In the early sixteenth century, the monk Filofei proclaimed Moscow the "Third Rome." By the 1930s, intellectuals and artists all over the world thought of Moscow as a mecca of secular enlightenment. In Moscow, the Fourth Rome, Katerina Clark shows how Soviet officials and intellectuals, in seeking to capture the imagination of leftist and anti-fascist intellectuals throughout the world, sought to establish their capital as the cosmopolitan center of a post-Christian confederation and to rebuild it to become a beacon for the rest of the world. Clark provides an interpretative cultural history of the city during the crucial 1930s, the decade of the Great Purge. She draws on the work of intellectuals such as Sergei Eisenstein, Sergei Tretiakov, Mikhail Koltsov, and Ilya Ehrenburg to shed light on the singular Zeitgeist of that most Stalinist of periods. In her account, the decade emerges as an important moment in the prehistory of key concepts in literary and cultural studies today-transnationalism, cosmopolitanism, and world literature. By bringing to light neglected antecedents, she provides a new polemical and political context for understanding canonical works of writers such as Brecht, Benjamin, Lukacs, and Bakhtin. Moscow, the Fourth Rome breaches the intellectual iron curtain that has circumscribed cultural histories of Stalinist Russia, by broadening the framework to include considerable interaction with Western intellectuals and trends. Its integration of the understudied international dimension into the interpretation of Soviet culture remedies misunderstandings of the world-historical significance of Moscow under Stalin.

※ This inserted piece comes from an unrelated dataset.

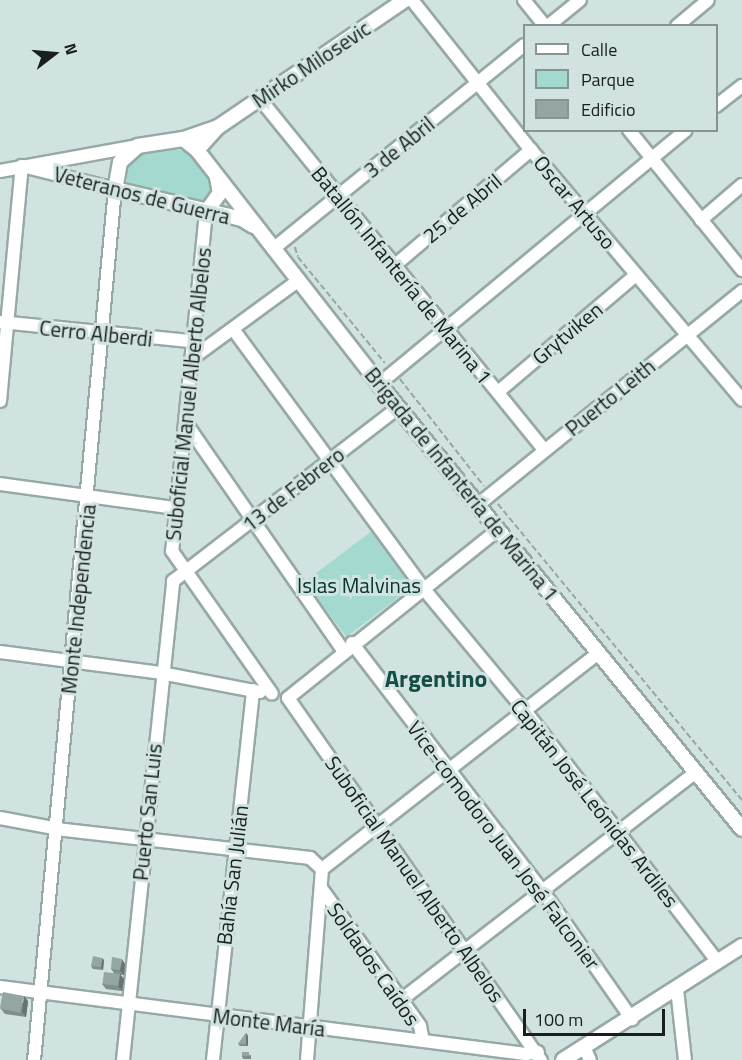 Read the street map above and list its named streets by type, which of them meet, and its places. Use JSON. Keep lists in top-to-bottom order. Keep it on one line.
{"streets":{"street":["Mirko Milosevic","3 de Abril","Veteranos de Guerra","Oscar Artuso","25 de Abril","Batallón Infantería de Marina 1","Cerro Alberdi","Grytviken","Suboficial Manuel Alberto Albelos","Puerto Leith","Brigada de Infantería de Marina 1","13 de Febrero","Monte Independencia","Capitán José Leónidas Ardiles","Puerto San Luis","Vice-comodoro Juan José Falconier","Bahía San Julián","Soldados Caídos","Monte María"]},"crossings":[["Mirko Milosevic","Veteranos de Guerra"],["Mirko Milosevic","Batallón Infantería de Marina 1"],["Mirko Milosevic","Brigada de Infantería de Marina 1"],["Mirko Milosevic","Monte Independencia"],["3 de Abril","Oscar Artuso"],["3 de Abril","Batallón Infantería de Marina 1"],["3 de Abril","Brigada de Infantería de Marina 1"],["Veteranos de Guerra","Suboficial Manuel Alberto Albelos"],["Veteranos de Guerra","Brigada de Infantería de Marina 1"],["Veteranos de Guerra","Monte Independencia"],["Oscar Artuso","25 de Abril"],["Oscar Artuso","Grytviken"],["Oscar Artuso","Puerto Leith"],["25 de Abril","Batallón Infantería de Marina 1"],["Batallón Infantería de Marina 1","Grytviken"],["Batallón Infantería de Marina 1","Puerto Leith"],["Cerro Alberdi","Suboficial Manuel Alberto Albelos"],["Cerro Alberdi","Monte Independencia"],["Suboficial Manuel Alberto Albelos","Brigada de Infantería de Marina 1"],["Suboficial Manuel Alberto Albelos","13 de Febrero"],["Suboficial Manuel Alberto Albelos","Puerto San Luis"],["Suboficial Manuel Alberto Albelos","Vice-comodoro Juan José Falconier"],["Suboficial Manuel Alberto Albelos","Monte María"],["Puerto Leith","Brigada de Infantería de Marina 1"],["Brigada de Infantería de Marina 1","13 de Febrero"],["13 de Febrero","Capitán José Leónidas Ardiles"],["13 de Febrero","Puerto San Luis"],["13 de Febrero","Vice-comodoro Juan José Falconier"],["Monte Independencia","Monte María"],["Puerto San Luis","Monte María"],["Bahía San Julián","Monte María"],["Soldados Caídos","Monte María"]],"districts":["Argentino"],"parks":["Islas Malvinas"],"legend":["Calle","Parque","Edificio"],"scale_bar":"100 m","north":"right"}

Electromagnetics of Bi-anisotropic Materials

Electromagnetics of Bi-anisotropic Materials

Author: Anatoly Serdyukov

Publisher: Routledge

Published: 2001

Total Pages: 337

ISBN-13: 9789056993276

DOWNLOAD EBOOK

This text focuses on fully bi-anisotropic materials & their microwave applications. These are generally found in antennas & scattering, microwave & optical technology, solid state electronics & plasma physics. The book concentrates on recent challenging material from the world of electrical engineering.


Electromagnetic Waves in Chiral and Bi-isotropic Media

Electromagnetic Waves in Chiral and Bi-isotropic Media

Author: Ismo V. Lindell

Publisher: Artech House Publishers

Published: 1994

Total Pages: 360

ISBN-13:

DOWNLOAD EBOOK

Learn how chiral and BI media affect electromagnetic fields and wave propagation, and how to apply the theory to basic problems in waveguide, antenna, and scattering analysis with this book. It provides you with effective methods of measurement, and solutions to electromagnetic problems involving interaction between complex materials and microwave applications.

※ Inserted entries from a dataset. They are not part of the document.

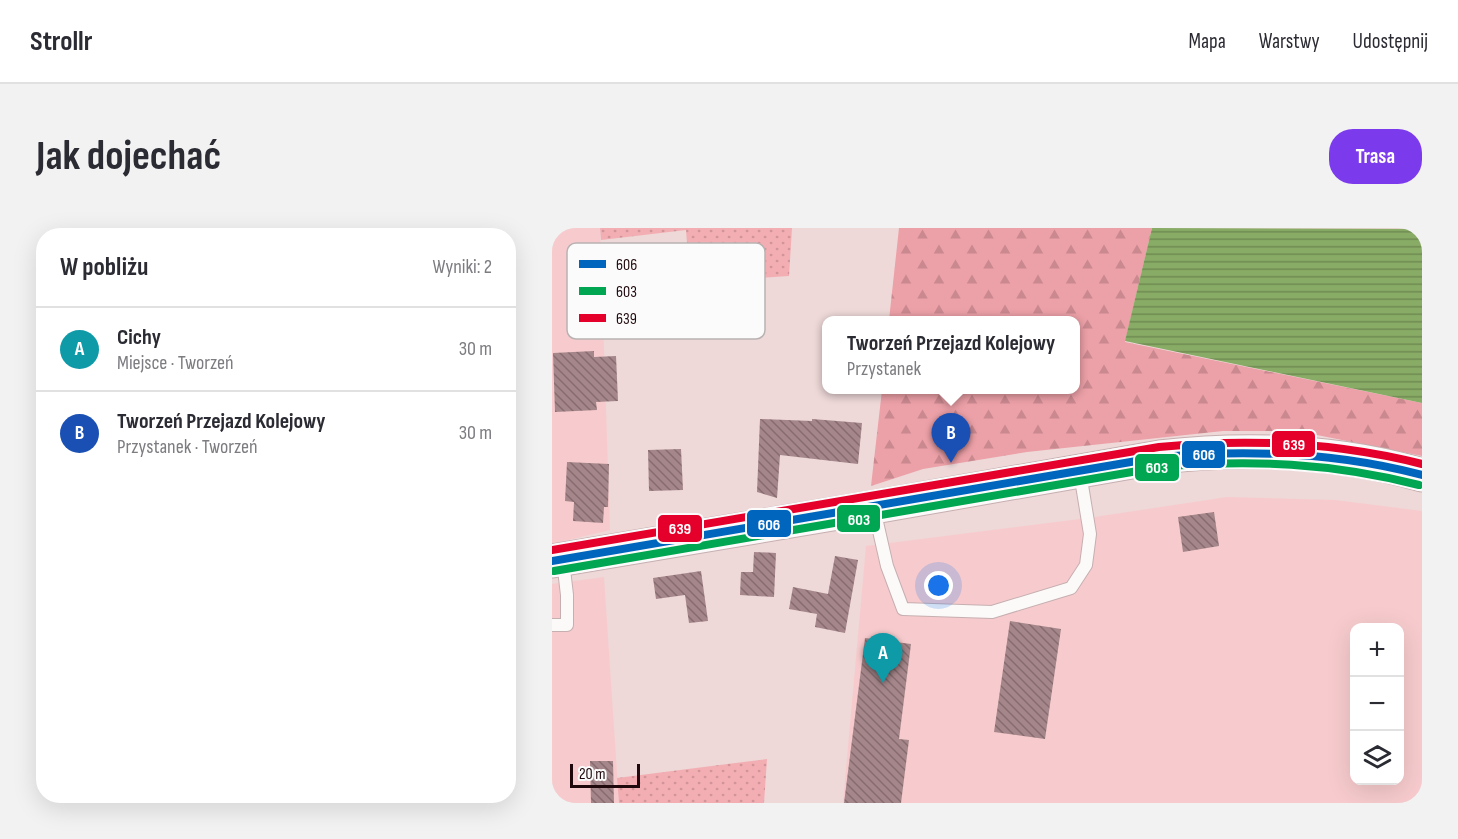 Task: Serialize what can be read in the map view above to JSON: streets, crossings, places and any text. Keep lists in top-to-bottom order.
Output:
{
  "lines": ["transit line 639", "transit line 606", "transit line 603"],
  "legend": ["606", "603", "639"],
  "scale_bar": "20 m",
  "page": {
    "header": "Strollr",
    "nav": ["Mapa", "Warstwy", "Udostępnij"],
    "buttons": "Trasa",
    "title": "Jak dojechać",
    "heading": ["W pobliżu", "Wyniki: 2"],
    "list": [
      {
        "mark": "A",
        "name": "Cichy",
        "note": "Miejsce · Tworzeń",
        "value": "30 m"
      },
      {
        "mark": "B",
        "name": "Tworzeń Przejazd Kolejowy",
        "note": "Przystanek · Tworzeń",
        "value": "30 m"
      }
    ],
    "popup": ["Tworzeń Przejazd Kolejowy", "Przystanek"],
    "pins": ["B", "A"],
    "map_buttons": ["+", "−"],
    "scale": "20 m"
  }
}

I Want a Baby and Other Plays

I Want a Baby and Other Plays

Author: Sergei Tretyakov

Publisher: Glagoslav Publications B.V.

Published: 2019-12

Total Pages: 446

ISBN-13: 9781912894314

DOWNLOAD EBOOK

I Want a Baby, was banned by Stalin's censor in 1927, it was a signal that the radical and innovative theatre of the early Soviet years was to be brought to an end. A glittering, unblinking exploration of the realities of post-revolutionary Soviet life, I Want a Baby marks a high point in modernist experimental drama.